The following is a distillation of all the things I thought about while walking around Petra by myself for seven-ish hours. It is all rated R for Random.

I’ve decided that I really love Jordan. It’s so chill. No one has harassed me or invited me to do lewd things on the street, my one bargaining experience was short and ended decidedly in my favor, and no one has even attempted to grab any part of my body. Even the cats are friendlier than in Cairo. I had a small, furry, orange creature purring in my lap for ten minutes or so this afternoon, and I didn’t even feed him.

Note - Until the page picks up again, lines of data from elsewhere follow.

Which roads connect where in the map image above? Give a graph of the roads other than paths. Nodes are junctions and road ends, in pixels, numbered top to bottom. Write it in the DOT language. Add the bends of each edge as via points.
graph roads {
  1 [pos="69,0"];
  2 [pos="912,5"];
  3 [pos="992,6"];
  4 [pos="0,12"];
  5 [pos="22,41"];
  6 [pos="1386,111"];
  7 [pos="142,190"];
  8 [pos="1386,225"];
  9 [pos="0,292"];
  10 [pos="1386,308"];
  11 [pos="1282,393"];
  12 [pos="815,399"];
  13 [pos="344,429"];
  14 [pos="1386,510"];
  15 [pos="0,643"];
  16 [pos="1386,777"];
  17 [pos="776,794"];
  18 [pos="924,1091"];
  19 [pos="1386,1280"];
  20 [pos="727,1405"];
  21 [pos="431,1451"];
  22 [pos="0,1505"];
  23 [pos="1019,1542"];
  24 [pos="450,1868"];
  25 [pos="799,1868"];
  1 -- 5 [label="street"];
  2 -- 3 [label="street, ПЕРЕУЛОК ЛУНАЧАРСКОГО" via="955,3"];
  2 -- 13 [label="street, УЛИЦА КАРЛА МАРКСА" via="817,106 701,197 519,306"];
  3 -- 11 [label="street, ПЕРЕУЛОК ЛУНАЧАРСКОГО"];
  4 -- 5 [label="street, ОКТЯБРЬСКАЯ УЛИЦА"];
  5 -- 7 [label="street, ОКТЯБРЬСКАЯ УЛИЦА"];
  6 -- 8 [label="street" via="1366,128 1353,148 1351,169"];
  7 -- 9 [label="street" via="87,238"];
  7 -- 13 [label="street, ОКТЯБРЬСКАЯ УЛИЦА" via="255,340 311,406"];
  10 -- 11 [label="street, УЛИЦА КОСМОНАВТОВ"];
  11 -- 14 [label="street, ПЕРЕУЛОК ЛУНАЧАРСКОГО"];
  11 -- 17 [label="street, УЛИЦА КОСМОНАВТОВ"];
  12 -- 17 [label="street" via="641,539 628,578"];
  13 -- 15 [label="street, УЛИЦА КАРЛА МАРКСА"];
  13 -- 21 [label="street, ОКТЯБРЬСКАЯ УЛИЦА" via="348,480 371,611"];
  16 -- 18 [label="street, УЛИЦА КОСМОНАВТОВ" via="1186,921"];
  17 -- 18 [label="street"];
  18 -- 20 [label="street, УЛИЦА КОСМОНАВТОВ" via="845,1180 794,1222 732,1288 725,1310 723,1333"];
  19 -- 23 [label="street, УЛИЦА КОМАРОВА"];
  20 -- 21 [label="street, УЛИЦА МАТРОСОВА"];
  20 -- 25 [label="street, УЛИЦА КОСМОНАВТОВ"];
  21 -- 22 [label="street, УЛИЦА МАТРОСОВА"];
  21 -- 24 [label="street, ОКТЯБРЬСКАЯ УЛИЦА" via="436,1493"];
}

I also love the verticality of Jordan. I’m going to get claustrophobia when I go back to a place where I can’t make a quick climb and see five miles in every direction. Any horizontal distance also involves a significant up- or down-factor, so that going five blocks to the pharmacy is like spending 20 minutes in the gym. Aside from being great for your thighs, it also changes the way you think about space. “Looking around” means looking not only around but up and down. Every few meters you walk, you have a completely different view of your surroundings. You think you’ve gotten the best possible shot of the looming cliffs in the distance, but then you top a rise and everything changes. You scan the sweeping vista around you and conclude that you are alone, and then a fairly large tour group magically pops out of a crevice in the earth that you thought was flat.

The desert country that spreads out after the end of the canyon that contains most of the Petra sight-seeing sights is simply amazing. It’s not exactly off the beaten track, but there wasn’t anyone else out there when I was, except a couple of Bedouins who forced me to drink free tea with them.

(Caveat: I’m not sure what’s in Bedouin tea, but I’m pretty sure it’s not FDA approved.)
(Caveat II: One similarity between Middle Eastern culture and Southern US culture that I particularly enjoy is that both believe “hospitality” means “forcing guests to eat more food than they can possibly digest and drink tea.”)

Other than that, it was just scrubby, rocky hills and cliffs separated by dry, stone-littered stream beds. Walking along the dusty trial, I felt kind of like I was in the Bible. Or Bonanza. (Funny how the great stories of Western civilization all take place in deserts.)

Eventually I returned to the beaten path in search of a toilet. I found it, then had to fend off hoards of people offering me “free” horseback/donkey/camel rides. That trend continued all the way back to the entrance/exit area. I understand that they need to make their backsheesh quotas, but really, if I’m only 50 meters from my destination and I’m still on foot, it’s safe to assume that I do not want to ride your horse the rest of the way. One thing I did enjoy about all those offers, though, is that they all referred to me as “lady” or “madame” even though I was sweaty, dusty, and dressed in t-shirt/pants/sneakers. In this case flattery did not get them everywhere, but it made me happy.

And that is all of the wandering thoughts that I can remember/share with the general public. Thanks for watching.